2HELPS2B risk score for predicting electrographic seizures
  • 2HELPS2B is a validated algorithm that predicts the risk of seizures based on clinical information combined with an initial 1-hour screening EEG.  This helps determine how long it is appropriate to monitor the patient on EEG (e.g., a lower score would support more prompt discontinuation of EEG monitoring).
  • Components of algorithm:
    • 1 point each:
      • Frequency >2 Hz for any periodic or rhythmic EEG pattern (except for GRDA).
      • Epileptiform discharges (sporadic).
      • Lateralized pattern (LRDA, LPD, BIPD).
      • Plus” features (including superimposed rhythmic, fast, or sharp activity).
      • Seizure history, or recent events suspicious for clinical seizures.
    • 2 points:  BIRDS 🐥📖
  • Risk of seizure:
    • 0 points:  ~3-4%
    • 1 point:  ~12%
    • 2 points:  ~27%
    • 3 points:  ~50%
    • 4 points:  ~73%
    • 5 or more points:  ~88%
  • Implications of the duration of EEG monitoring (noting that clinical judgement is also involved):
    • 0 points:  Screening EEG alone may be adequate.

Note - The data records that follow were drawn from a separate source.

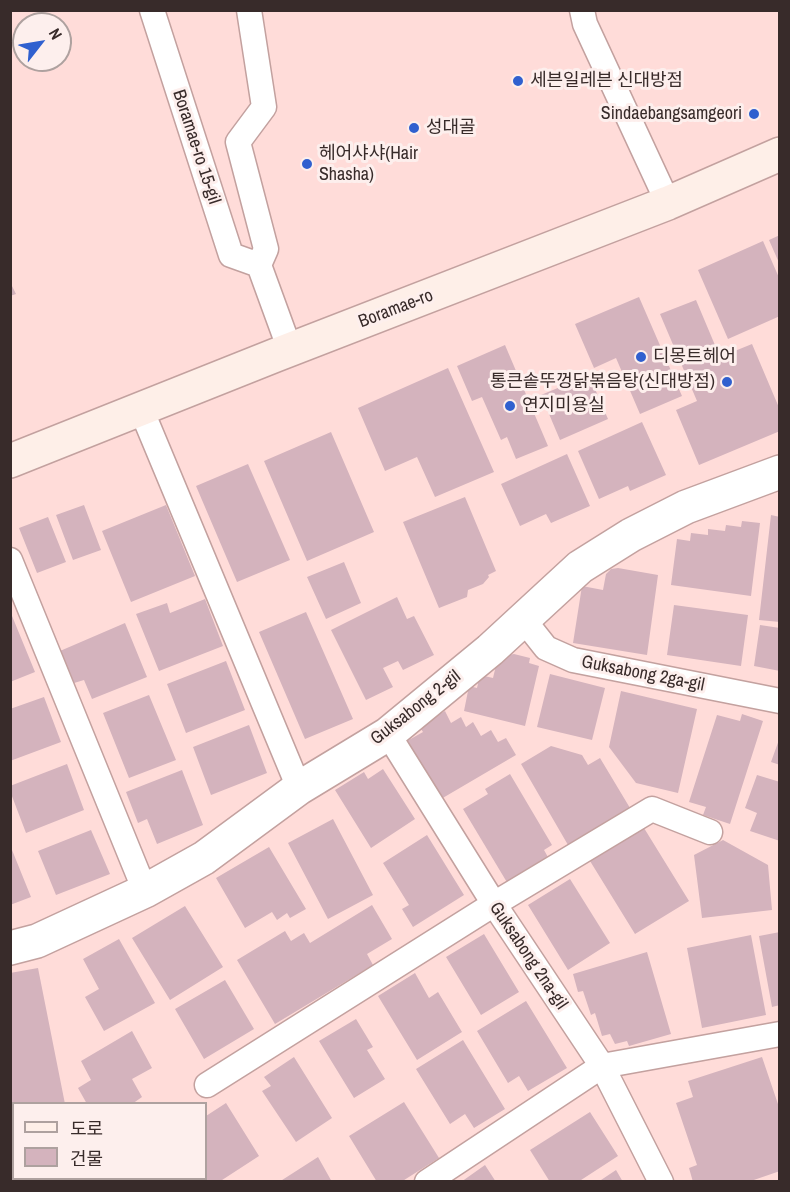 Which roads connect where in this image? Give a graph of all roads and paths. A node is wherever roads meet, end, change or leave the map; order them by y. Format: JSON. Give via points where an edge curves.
{"nodes":[{"id":1,"x":152,"y":10,"type":"edge"},
{"id":2,"x":249,"y":10,"type":"edge"},
{"id":3,"x":582,"y":10,"type":"edge"},
{"id":4,"x":780,"y":154,"type":"edge"},
{"id":5,"x":668,"y":203,"type":"junction"},
{"id":6,"x":259,"y":266,"type":"junction"},
{"id":7,"x":290,"y":350,"type":"junction"},
{"id":8,"x":141,"y":409,"type":"junction"},
{"id":9,"x":10,"y":461,"type":"edge"},
{"id":10,"x":780,"y":472,"type":"edge"},
{"id":11,"x":10,"y":560,"type":"edge"},
{"id":12,"x":523,"y":619,"type":"junction"},
{"id":13,"x":780,"y":701,"type":"edge"},
{"id":14,"x":388,"y":734,"type":"junction"},
{"id":15,"x":299,"y":788,"type":"junction"},
{"id":16,"x":710,"y":832,"type":"dead end"},
{"id":17,"x":145,"y":891,"type":"junction"},
{"id":18,"x":494,"y":904,"type":"junction"},
{"id":19,"x":10,"y":948,"type":"edge"},
{"id":20,"x":780,"y":1034,"type":"edge"},
{"id":21,"x":602,"y":1066,"type":"junction"},
{"id":22,"x":207,"y":1085,"type":"dead end"},
{"id":23,"x":427,"y":1182,"type":"edge"},
{"id":24,"x":661,"y":1182,"type":"edge"}],
"edges":[{"from":1,"to":6,"type":"lane","name":"Boramae-ro 15-gil","via":[[231,255]]},
{"from":2,"to":6,"type":"lane","via":[[264,107],[238,142],[266,249]]},
{"from":3,"to":5,"type":"lane"},
{"from":4,"to":5,"type":"main road","name":"Boramae-ro"},
{"from":5,"to":7,"type":"main road","name":"Boramae-ro"},
{"from":6,"to":7,"type":"lane"},
{"from":7,"to":8,"type":"main road","name":"Boramae-ro"},
{"from":8,"to":9,"type":"main road","name":"Boramae-ro"},
{"from":8,"to":15,"type":"lane"},
{"from":10,"to":12,"type":"street","name":"Guksabong 2-gil","via":[[686,507],[631,535],[580,567]]},
{"from":11,"to":17,"type":"lane"},
{"from":12,"to":13,"type":"lane","name":"Guksabong 2ga-gil","via":[[546,648],[573,660]]},
{"from":12,"to":14,"type":"street","name":"Guksabong 2-gil"},
{"from":14,"to":15,"type":"street","name":"Guksabong 2-gil"},
{"from":14,"to":18,"type":"lane","name":"Guksabong 2na-gil"},
{"from":15,"to":17,"type":"street","name":"Guksabong 2-gil","via":[[204,858]]},
{"from":16,"to":18,"type":"lane","via":[[651,809]]},
{"from":17,"to":19,"type":"street","name":"Guksabong 2-gil","via":[[37,941]]},
{"from":18,"to":21,"type":"lane","name":"Guksabong 2na-gil"},
{"from":18,"to":22,"type":"lane"},
{"from":20,"to":21,"type":"lane"},
{"from":21,"to":23,"type":"lane"},
{"from":21,"to":24,"type":"lane","name":"Guksabong 2na-gil"}]} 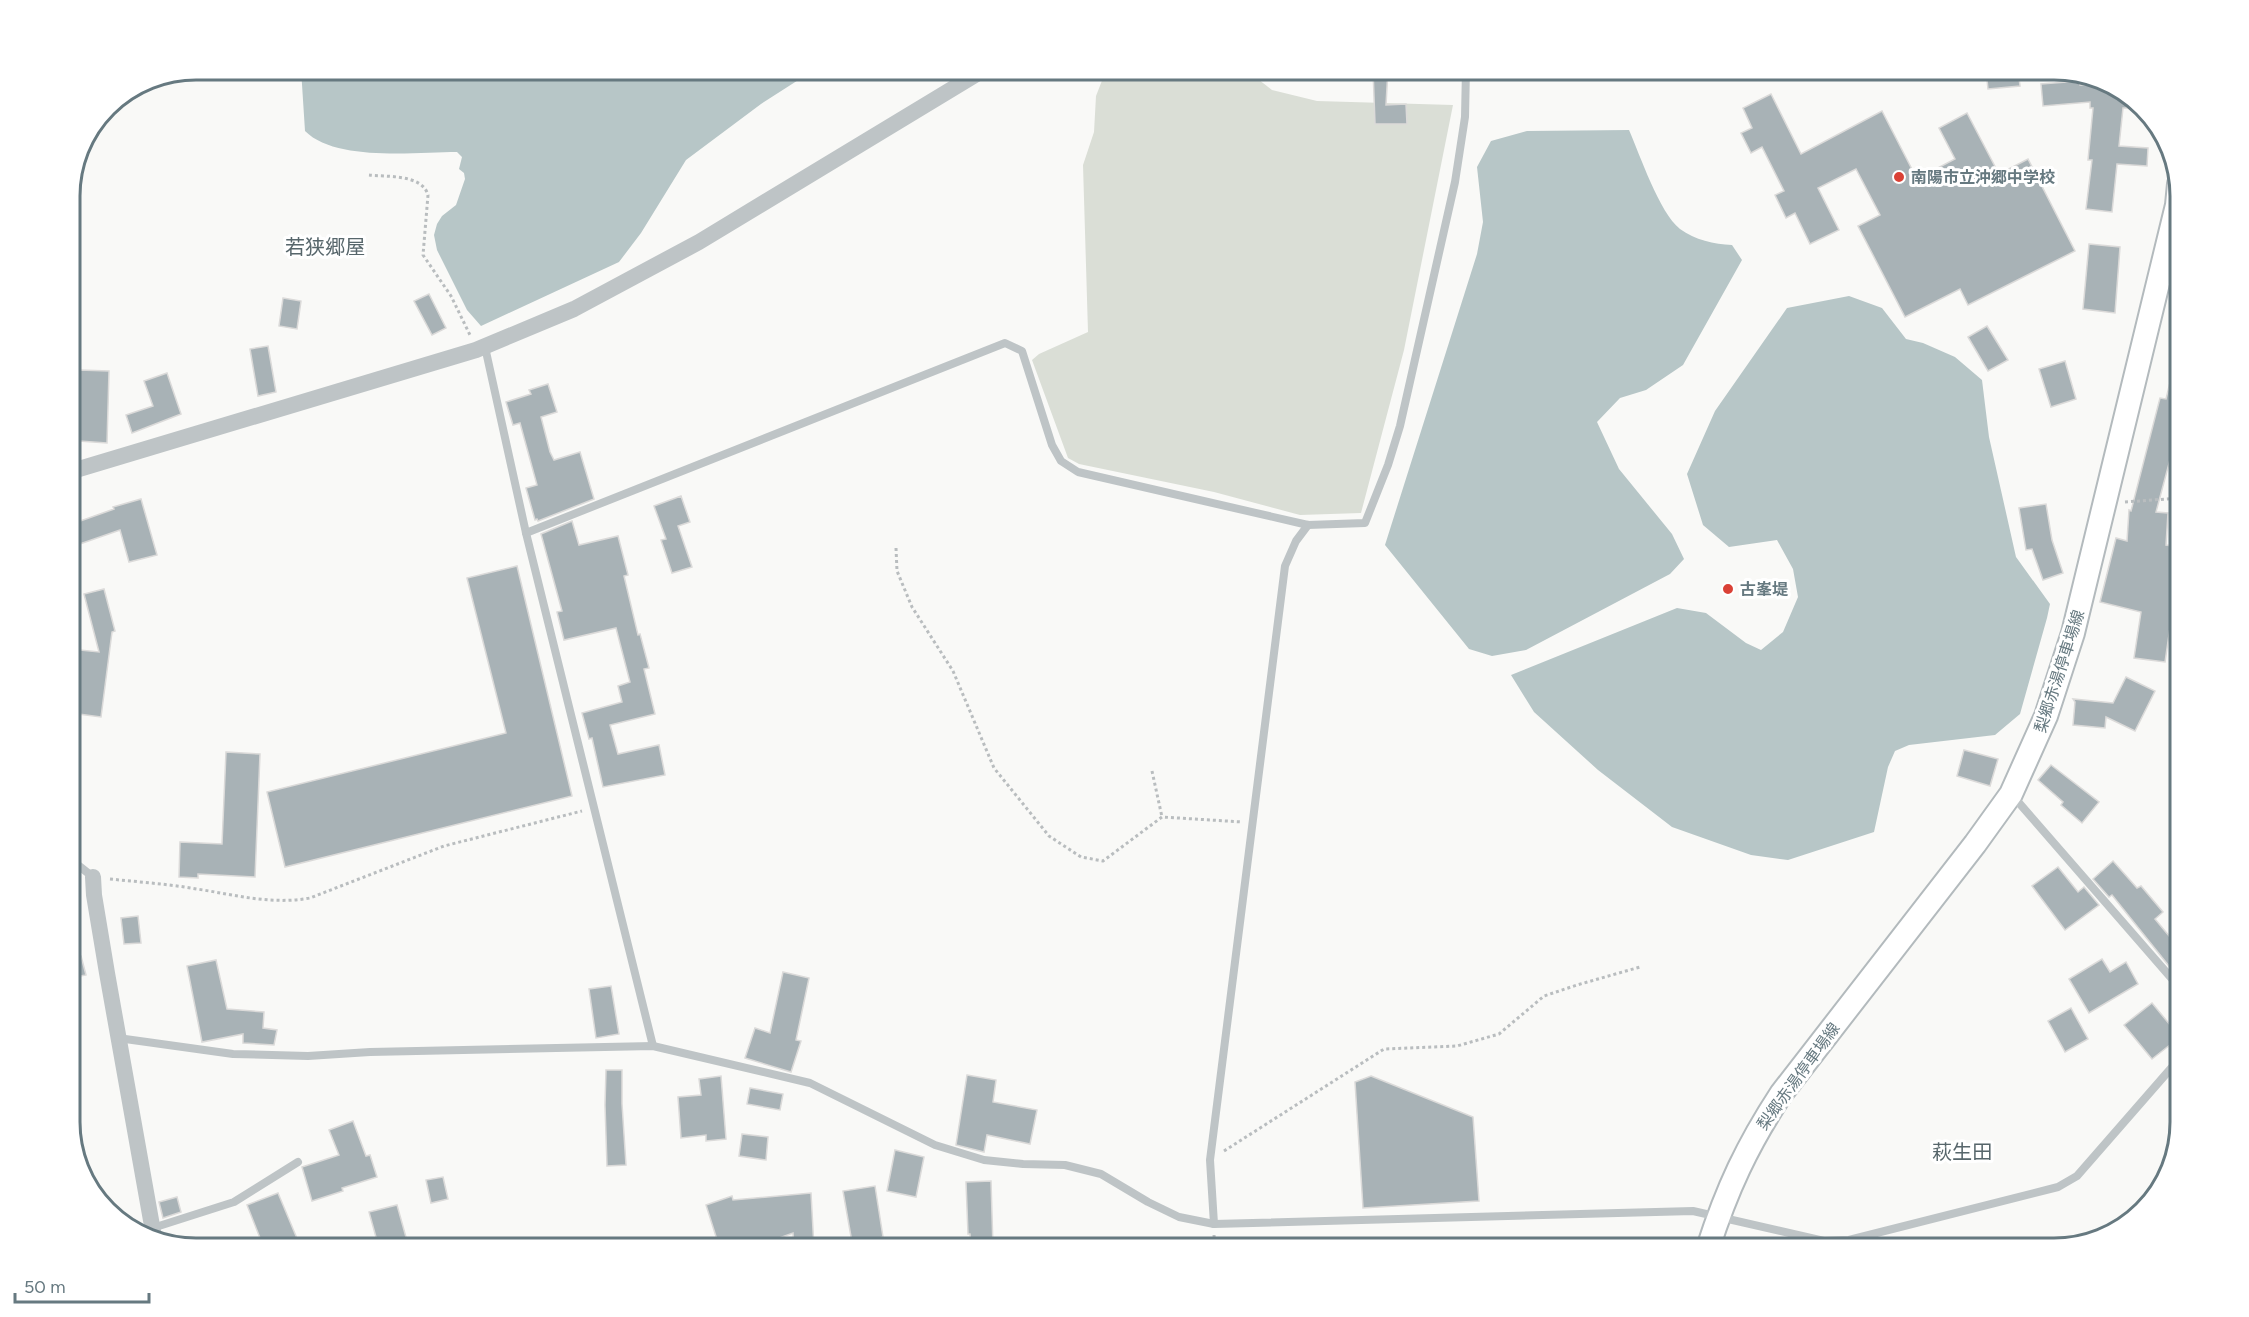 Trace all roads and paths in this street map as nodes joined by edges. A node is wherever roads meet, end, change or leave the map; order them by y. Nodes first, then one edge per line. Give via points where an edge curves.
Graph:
1 (1466, 79) edge
2 (968, 80) edge
3 (369, 175) dead end
4 (2169, 238) edge
5 (481, 349) junction
6 (80, 469) edge
7 (2169, 499) edge
8 (2106, 504) junction
9 (1308, 525) junction
10 (526, 533) junction
11 (896, 548) dead end
12 (1152, 771) dead end
13 (2011, 794) junction
14 (595, 808) junction
15 (1162, 817) junction
16 (1252, 822) junction
17 (80, 867) edge
18 (93, 877) junction
19 (1640, 967) dead end
20 (2170, 976) edge
21 (118, 1038) junction
22 (653, 1046) junction
23 (2170, 1070) edge
24 (1210, 1160) junction
25 (298, 1162) dead end
26 (1718, 1217) junction
27 (1214, 1224) junction
28 (147, 1227) edge
29 (154, 1230) edge
30 (1711, 1238) edge
31 (1811, 1238) edge
32 (1857, 1238) edge

1 - 9 lane via 1465,117 1455,182 1388,465 1365,523
2 - 5 street via 639,275 574,309
3 - 5 path via 398,177 426,188 423,255
4 - 8 main road, 梨郷赤湯停車場線
5 - 6 street
5 - 10 lane
7 - 8 path
8 - 13 main road, 梨郷赤湯停車場線 via 2073,633 2046,716
9 - 10 lane via 1078,472 1061,461 1052,445 1022,351 1005,344
9 - 16 lane via 1285,566
10 - 14 lane
11 - 15 path via 897,571 912,607 953,671 994,768 1049,836 1081,857 1103,861
12 - 15 path
13 - 20 lane
13 - 26 main road, 梨郷赤湯停車場線 via 1781,1094 1738,1167
14 - 18 path via 444,846 293,901 262,901
14 - 22 lane
15 - 16 path
16 - 24 lane
17 - 18 lane
18 - 21 street
19 - 24 path via 1544,996 1499,1034 1457,1046 1384,1049
21 - 22 lane via 233,1054 308,1056
21 - 28 street
22 - 27 lane via 810,1083 935,1145 984,1160 1065,1165 1101,1174 1179,1217
23 - 32 lane via 2077,1176 2058,1187
24 - 27 lane
25 - 29 lane via 234,1202
26 - 27 lane via 1693,1211
26 - 30 main road, 梨郷赤湯停車場線
26 - 31 lane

    • 1 point:  12 hours of EEG screening may exclude seizure with ~95% sensitivity.
    • 2 points:  24 hours of EEG screening or more may be needed if the goal is detection of >95% of all seizures.
  • Limitations:
    • (1) This is all based on an initial EEG recording of one hour (which may be longer than the duration of a spot EEG at many centers).
    • (2) This may be confounded by sedative/anesthetic agents on board during the screening EEG.
    • (3) The “prescription” for duration of EEG monitoring doesn’t take into account the findings during ongoing EEG monitoring.  For example, imagine that a patient has a 2HELPS2B score of “1” and is subsequently found to have BIRDs during their 12-hour continuous EEG – that patient would undoubtedly warrant ongoing monitoring for >12 hours.